» The task: Go through the listing below and return each line that includes "down".

» Dataset excerpts:
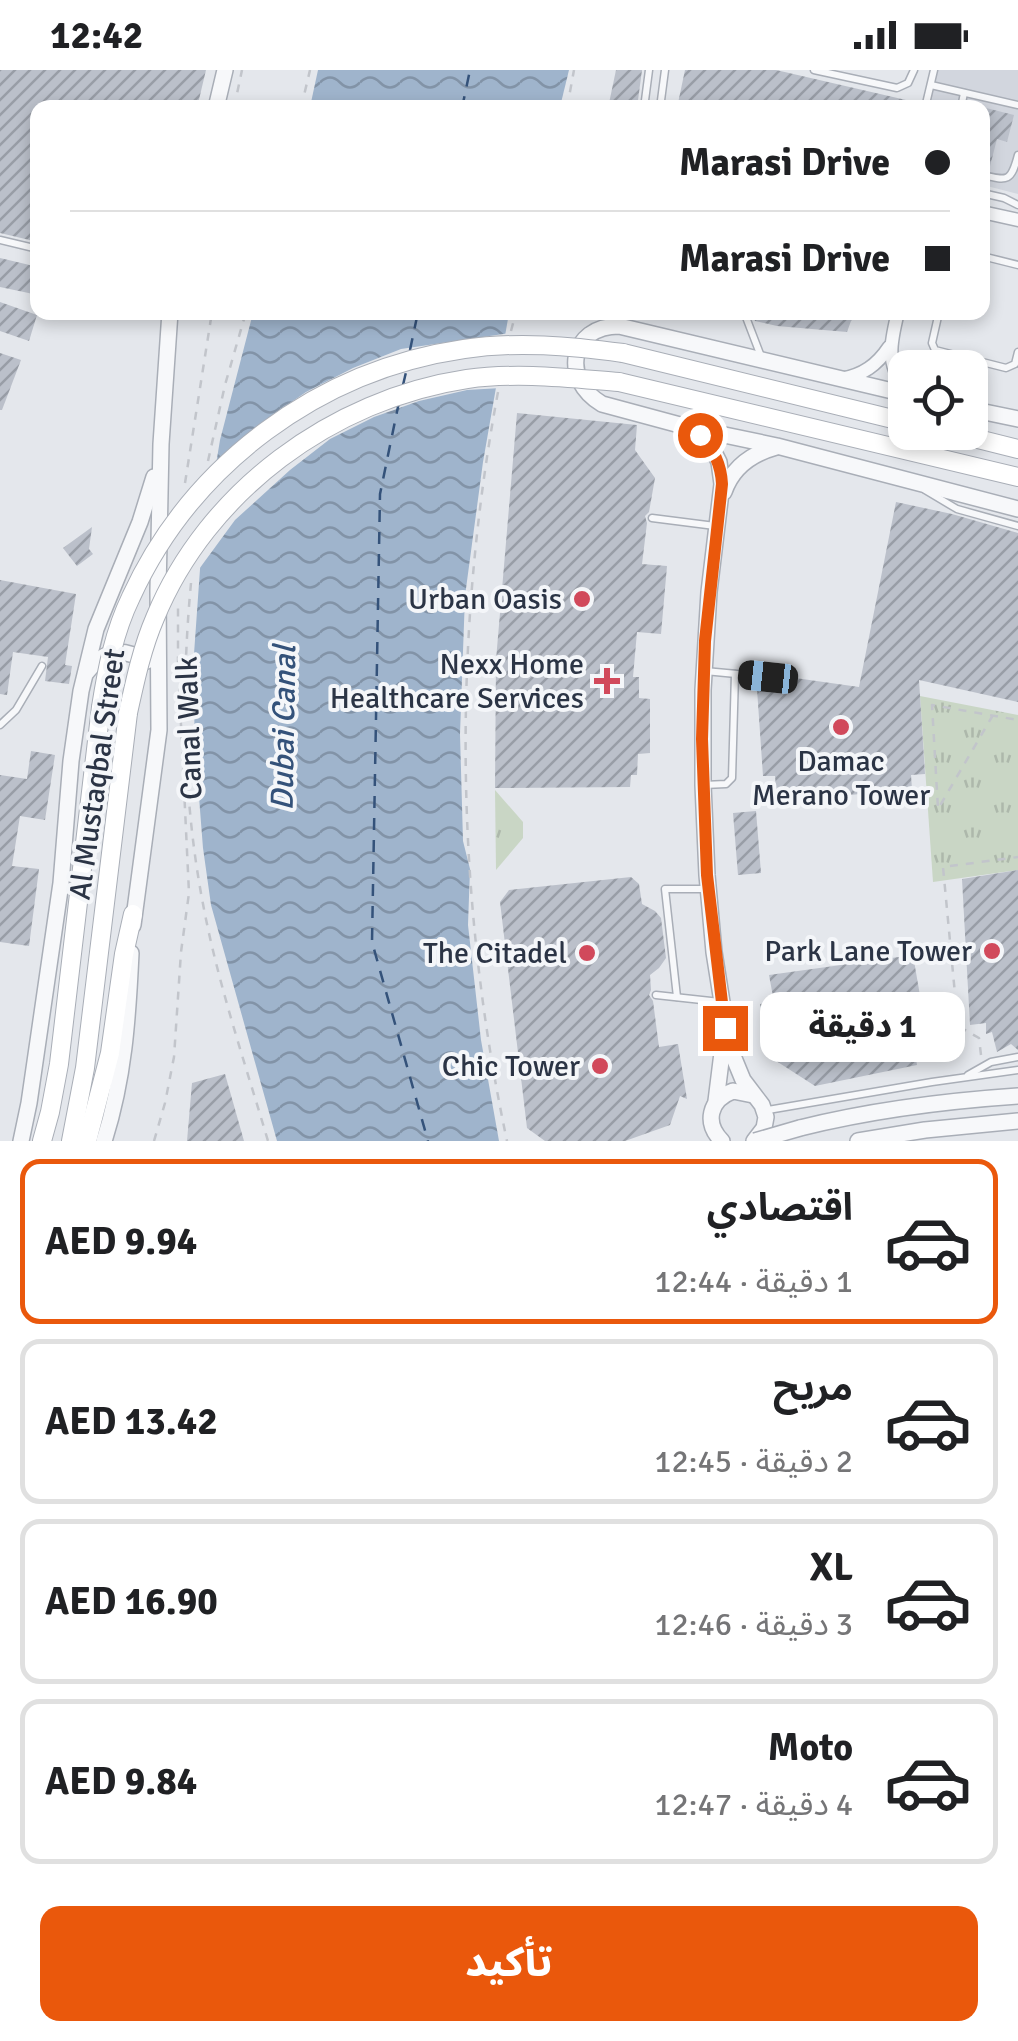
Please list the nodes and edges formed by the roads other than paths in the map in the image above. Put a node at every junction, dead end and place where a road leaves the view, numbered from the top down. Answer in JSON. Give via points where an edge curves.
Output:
{"nodes":[{"id":1,"x":225,"y":70,"type":"edge"},
{"id":2,"x":650,"y":70,"type":"edge"},
{"id":3,"x":665,"y":70,"type":"edge"},
{"id":4,"x":814,"y":70,"type":"edge"},
{"id":5,"x":914,"y":70,"type":"edge"},
{"id":6,"x":934,"y":70,"type":"edge"},
{"id":7,"x":930,"y":85,"type":"junction"},
{"id":8,"x":964,"y":93,"type":"junction"},
{"id":9,"x":218,"y":100,"type":"edge"},
{"id":10,"x":645,"y":100,"type":"edge"},
{"id":11,"x":661,"y":100,"type":"edge"},
{"id":12,"x":927,"y":100,"type":"edge"},
{"id":13,"x":963,"y":100,"type":"edge"},
{"id":14,"x":1018,"y":106,"type":"edge"},
{"id":15,"x":1018,"y":156,"type":"edge"},
{"id":16,"x":990,"y":176,"type":"edge"},
{"id":17,"x":990,"y":195,"type":"edge"},
{"id":18,"x":1018,"y":205,"type":"edge"},
{"id":19,"x":990,"y":213,"type":"edge"},
{"id":20,"x":1018,"y":220,"type":"edge"},
{"id":21,"x":0,"y":240,"type":"edge"},
{"id":22,"x":30,"y":247,"type":"edge"},
{"id":23,"x":990,"y":258,"type":"edge"},
{"id":24,"x":1018,"y":264,"type":"edge"},
{"id":25,"x":169,"y":320,"type":"edge"},
{"id":26,"x":747,"y":320,"type":"edge"},
{"id":27,"x":896,"y":320,"type":"edge"},
{"id":28,"x":937,"y":320,"type":"edge"},
{"id":29,"x":890,"y":344,"type":"junction"},
{"id":30,"x":891,"y":350,"type":"edge"},
{"id":31,"x":1018,"y":352,"type":"edge"},
{"id":32,"x":762,"y":360,"type":"junction"},
{"id":33,"x":840,"y":379,"type":"junction"},
{"id":34,"x":888,"y":387,"type":"edge"},
{"id":35,"x":988,"y":412,"type":"edge"},
{"id":36,"x":888,"y":418,"type":"edge"},
{"id":37,"x":1018,"y":419,"type":"edge"},
{"id":38,"x":691,"y":428,"type":"junction"},
{"id":39,"x":988,"y":441,"type":"edge"},
{"id":40,"x":161,"y":444,"type":"junction"},
{"id":41,"x":777,"y":446,"type":"junction"},
{"id":42,"x":1018,"y":446,"type":"edge"},
{"id":43,"x":1018,"y":479,"type":"edge"},
{"id":44,"x":916,"y":482,"type":"junction"},
{"id":45,"x":722,"y":496,"type":"junction"},
{"id":46,"x":1018,"y":509,"type":"edge"},
{"id":47,"x":652,"y":518,"type":"dead end"},
{"id":48,"x":716,"y":526,"type":"junction"},
{"id":49,"x":1018,"y":526,"type":"edge"},
{"id":50,"x":42,"y":666,"type":"dead end"},
{"id":51,"x":704,"y":670,"type":"junction"},
{"id":52,"x":735,"y":674,"type":"junction"},
{"id":53,"x":84,"y":675,"type":"junction"},
{"id":54,"x":158,"y":677,"type":"junction"},
{"id":55,"x":768,"y":677,"type":"dead end"},
{"id":56,"x":0,"y":725,"type":"edge"},
{"id":57,"x":702,"y":786,"type":"junction"},
{"id":58,"x":708,"y":889,"type":"junction"},
{"id":59,"x":133,"y":914,"type":"junction"},
{"id":60,"x":656,"y":995,"type":"dead end"},
{"id":61,"x":677,"y":997,"type":"junction"},
{"id":62,"x":721,"y":1002,"type":"junction"},
{"id":63,"x":725,"y":1028,"type":"junction"},
{"id":64,"x":1018,"y":1057,"type":"edge"},
{"id":65,"x":1018,"y":1070,"type":"edge"},
{"id":66,"x":964,"y":1077,"type":"junction"},
{"id":67,"x":753,"y":1095,"type":"junction"},
{"id":68,"x":1018,"y":1096,"type":"edge"},
{"id":69,"x":716,"y":1101,"type":"junction"},
{"id":70,"x":764,"y":1111,"type":"junction"},
{"id":71,"x":1018,"y":1122,"type":"edge"},
{"id":72,"x":759,"y":1138,"type":"edge"},
{"id":73,"x":21,"y":1141,"type":"edge"},
{"id":74,"x":42,"y":1141,"type":"edge"},
{"id":75,"x":71,"y":1141,"type":"edge"},
{"id":76,"x":87,"y":1141,"type":"edge"},
{"id":77,"x":104,"y":1141,"type":"edge"},
{"id":78,"x":722,"y":1141,"type":"edge"},
{"id":79,"x":858,"y":1141,"type":"edge"}],
"edges":[{"from":1,"to":9,"type":"street"},
{"from":2,"to":10,"type":"lane"},
{"from":3,"to":11,"type":"lane"},
{"from":4,"to":5,"type":"lane","via":[[897,88]]},
{"from":6,"to":7,"type":"lane"},
{"from":7,"to":8,"type":"lane"},
{"from":7,"to":12,"type":"lane"},
{"from":8,"to":13,"type":"lane"},
{"from":8,"to":14,"type":"lane"},
{"from":15,"to":16,"type":"lane","via":[[1006,179]]},
{"from":17,"to":18,"type":"lane"},
{"from":19,"to":20,"type":"street"},
{"from":21,"to":22,"type":"lane"},
{"from":23,"to":24,"type":"lane"},
{"from":25,"to":40,"type":"street"},
{"from":26,"to":32,"type":"lane"},
{"from":27,"to":29,"type":"street"},
{"from":28,"to":31,"type":"lane","via":[[932,343],[937,352],[1006,368]]},
{"from":29,"to":30,"type":"street"},
{"from":29,"to":33,"type":"street","via":[[875,365]]},
{"from":32,"to":33,"type":"street"},
{"from":32,"to":38,"type":"street","via":[[619,326],[599,326],[583,342],[576,373],[590,397]]},
{"from":33,"to":34,"type":"street"},
{"from":35,"to":37,"type":"street"},
{"from":36,"to":74,"type":"main road","name":"Al Mustaqbal Street","bridge":true,"via":[[623,353],[527,345],[404,362],[290,413],[252,441],[176,519],[118,628],[101,707],[59,1064]]},
{"from":38,"to":41,"type":"street"},
{"from":38,"to":45,"type":"street","via":[[719,462]]},
{"from":39,"to":42,"type":"main road"},
{"from":40,"to":53,"type":"street","via":[[147,503]]},
{"from":40,"to":54,"type":"street"},
{"from":41,"to":44,"type":"street"},
{"from":41,"to":45,"type":"street","via":[[742,463]]},
{"from":43,"to":75,"type":"main road","name":"Al Mustaqbal Street","bridge":true,"via":[[619,382],[526,375],[467,379],[382,402],[280,458],[236,497],[182,566],[144,650],[128,713],[86,1068]]},
{"from":44,"to":46,"type":"street"},
{"from":44,"to":49,"type":"lane","via":[[957,509]]},
{"from":45,"to":48,"type":"street"},
{"from":47,"to":48,"type":"lane"},
{"from":48,"to":51,"type":"street"},
{"from":50,"to":56,"type":"lane"},
{"from":51,"to":52,"type":"lane"},
{"from":51,"to":57,"type":"street"},
{"from":52,"to":55,"type":"lane"},
{"from":52,"to":57,"type":"lane","via":[[732,778]]},
{"from":53,"to":54,"type":"street","via":[[112,652],[148,661]]},
{"from":53,"to":73,"type":"street","via":[[57,913]]},
{"from":54,"to":59,"type":"street","via":[[158,748]]},
{"from":57,"to":58,"type":"street"},
{"from":58,"to":61,"type":"lane","via":[[666,889]]},
{"from":58,"to":62,"type":"street"},
{"from":59,"to":76,"type":"main road","via":[[110,1053]]},
{"from":59,"to":77,"type":"street","via":[[127,1038]]},
{"from":60,"to":61,"type":"lane"},
{"from":61,"to":62,"type":"lane"},
{"from":62,"to":63,"type":"street"},
{"from":63,"to":67,"type":"street"},
{"from":63,"to":69,"type":"street"},
{"from":64,"to":66,"type":"lane"},
{"from":65,"to":66,"type":"lane"},
{"from":66,"to":70,"type":"lane"},
{"from":67,"to":69,"type":"street","via":[[733,1091]]},
{"from":67,"to":70,"type":"street"},
{"from":68,"to":72,"type":"street","bridge":true,"via":[[904,1107]]},
{"from":69,"to":78,"type":"street","via":[[711,1125]]},
{"from":70,"to":72,"type":"street"},
{"from":71,"to":79,"type":"street"}]}
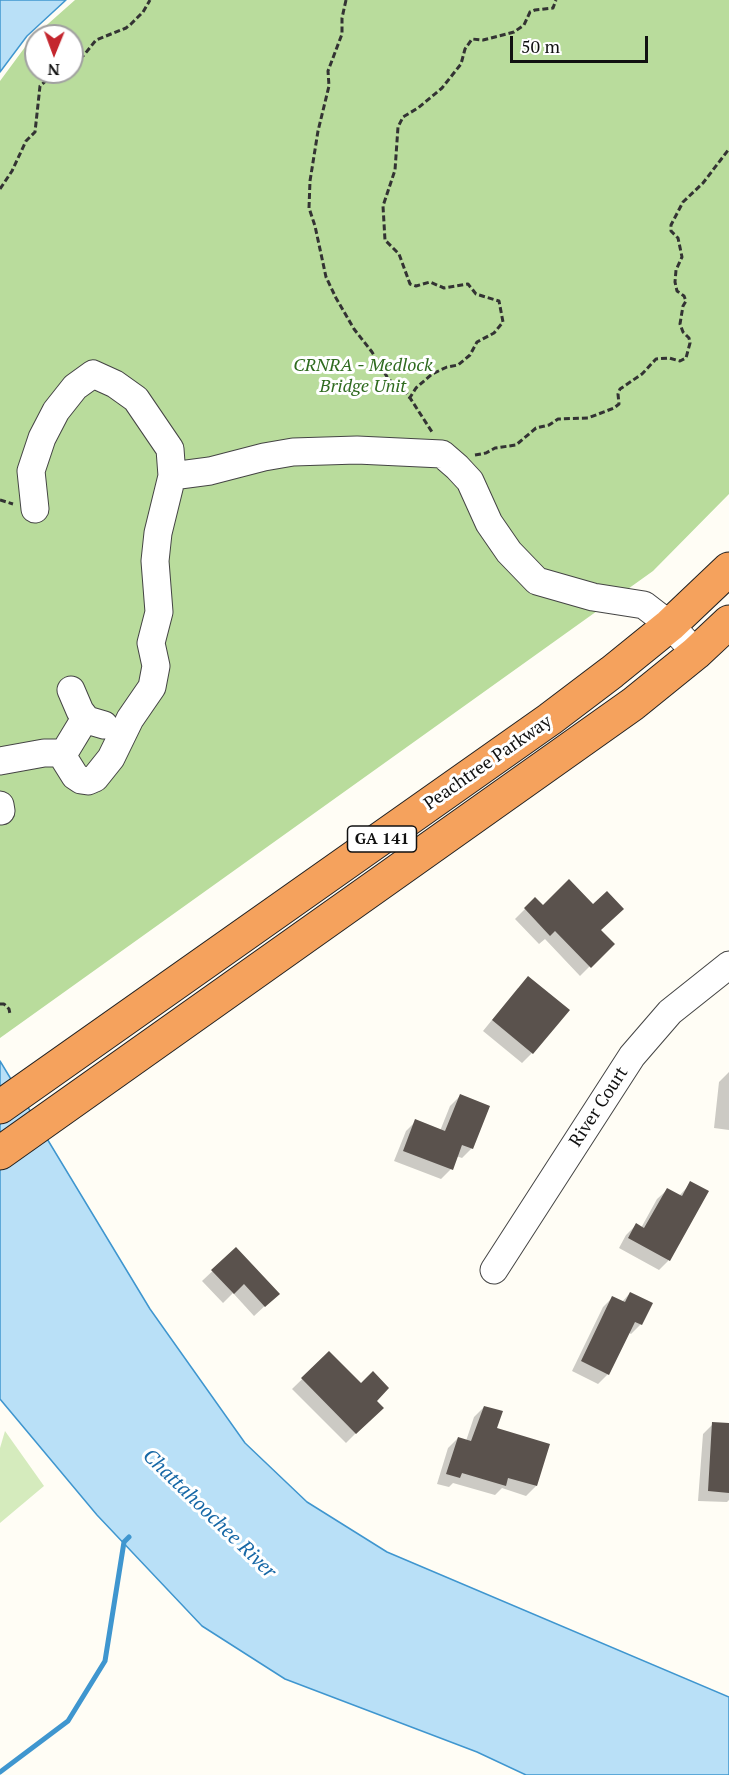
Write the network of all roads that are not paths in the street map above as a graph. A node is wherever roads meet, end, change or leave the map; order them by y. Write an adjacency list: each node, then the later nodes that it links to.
1 (172, 476): 2 (street); 5 (street); 8 (street)
2 (35, 509)
3 (729, 569): 5 (highway, Peachtree Parkway / GA 141)
4 (729, 622): 6 (highway, Peachtree Parkway / GA 141)
5 (670, 625): 6 (street); 13 (highway, Peachtree Parkway / GA 141)
6 (696, 653): 14 (highway, Peachtree Parkway / GA 141)
7 (71, 690): 9 (street)
8 (130, 719): 9 (street); 10 (street)
9 (87, 720): 10 (street)
10 (64, 753): 11 (street)
11 (0, 761)
12 (729, 965): 15 (street, River Court)
13 (0, 1107)
14 (0, 1153)
15 (494, 1270)

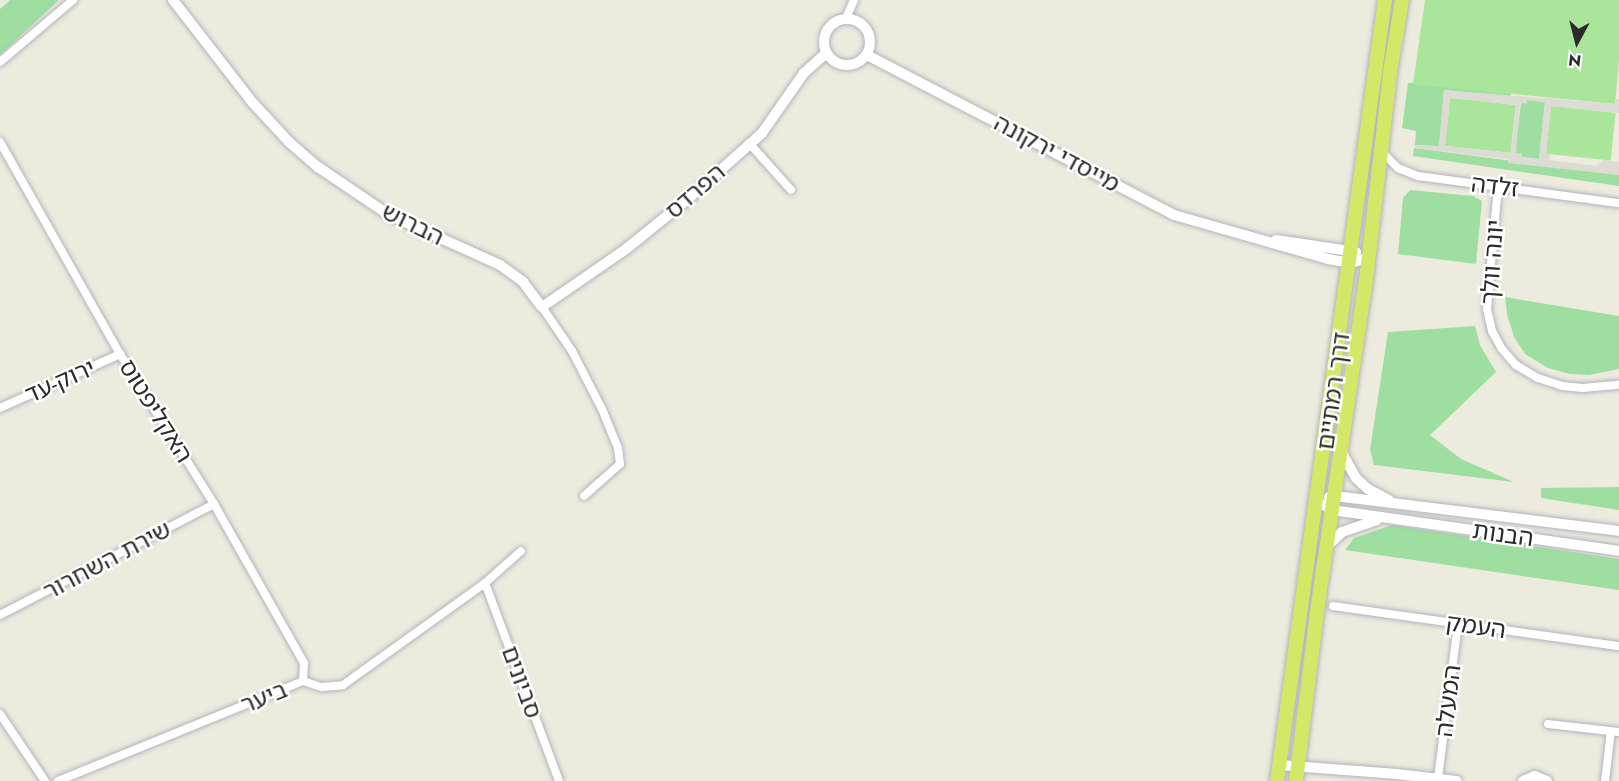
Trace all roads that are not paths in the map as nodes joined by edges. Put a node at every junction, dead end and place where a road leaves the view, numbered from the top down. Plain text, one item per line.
1 (73, 0) edge
2 (173, 0) edge
3 (854, 0) edge
4 (1385, 0) edge
5 (1402, 0) edge
6 (846, 18) junction
7 (826, 53) junction
8 (867, 55) junction
9 (0, 62) edge
10 (0, 142) edge
11 (749, 143) junction
12 (1381, 150) junction
13 (1498, 186) junction
14 (791, 190) dead end
15 (1619, 203) edge
16 (1351, 257) junction
17 (1369, 257) junction
18 (542, 307) junction
19 (120, 354) junction
20 (1619, 385) edge
21 (0, 408) edge
22 (1341, 451) junction
23 (584, 496) dead end
24 (1335, 496) junction
25 (1317, 501) junction
26 (214, 504) junction
27 (1401, 504) junction
28 (1332, 510) junction
29 (1388, 518) junction
30 (1619, 531) edge
31 (1326, 548) junction
32 (521, 551) dead end
33 (1619, 551) edge
34 (485, 583) junction
35 (1333, 606) dead end
36 (0, 615) edge
37 (1458, 624) junction
38 (1619, 646) edge
39 (303, 681) junction
40 (0, 714) edge
41 (1548, 724) dead end
42 (1615, 732) edge
43 (1279, 765) junction
44 (1297, 774) edge
45 (1397, 777) edge
46 (1438, 778) junction
47 (45, 781) edge
48 (59, 781) edge
49 (559, 781) edge
50 (1277, 781) edge
51 (1457, 781) edge
52 (1523, 781) edge
53 (1546, 781) edge
54 (1605, 781) edge

1 - 9 street
2 - 18 street, הברוש
3 - 6 street
4 - 16 main road, דרך רמתיים
5 - 12 main road, דרך רמתיים
6 - 7 street
6 - 8 street
7 - 8 street
7 - 11 street, הפרדס
8 - 16 street, מייסדי ירקונה
10 - 19 street, האקליפטוס
11 - 14 street
11 - 18 street, הפרדס
12 - 13 street, זלדה
12 - 17 main road, דרך רמתיים
13 - 15 street, זלדה
13 - 20 street, יונה וולך
16 - 17 street, מייסדי ירקונה
16 - 25 main road, דרך רמתיים
17 - 22 main road, דרך רמתיים
18 - 23 street, הברוש
19 - 21 street, ירוק-עד
19 - 26 street, האקליפטוס
22 - 24 main road, דרך רמתיים
22 - 27 street, הבנות
24 - 25 street, הבנות
24 - 27 street, הבנות
24 - 28 main road, דרך רמתיים
25 - 28 street, הבנות
25 - 43 main road, דרך רמתיים
26 - 36 street, שירת השחרור
26 - 39 street, האקליפטוס
27 - 30 street, הבנות
28 - 29 street, הבנות
28 - 31 main road, דרך רמתיים
29 - 31 street, הבנות
29 - 33 street, הבנות
31 - 44 main road, דרך רמתיים
32 - 34 street, ביער
34 - 39 street, ביער
34 - 49 street, סביונים
35 - 37 street, העמק
37 - 38 street, העמק
37 - 46 street, המעלה
39 - 48 street, ביער
40 - 47 street
41 - 42 street
42 - 54 street
43 - 44 street
43 - 50 main road, דרך רמתיים
44 - 45 street
45 - 46 street
46 - 51 street
52 - 53 street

» Response area:
Please list the nodes and edges formed by the roads other than paths in the map in the image above. Put a node at every junction, dead end and place where a road leaves the view, numbered from the top down. Answer in JSON. Give via points where an edge curves.
Trace all roads that are not paths in the map as nodes joined by edges. Put a node at every junction, dead end and place where a road leaves the view, numbered from the top down. Plain text, one item per line.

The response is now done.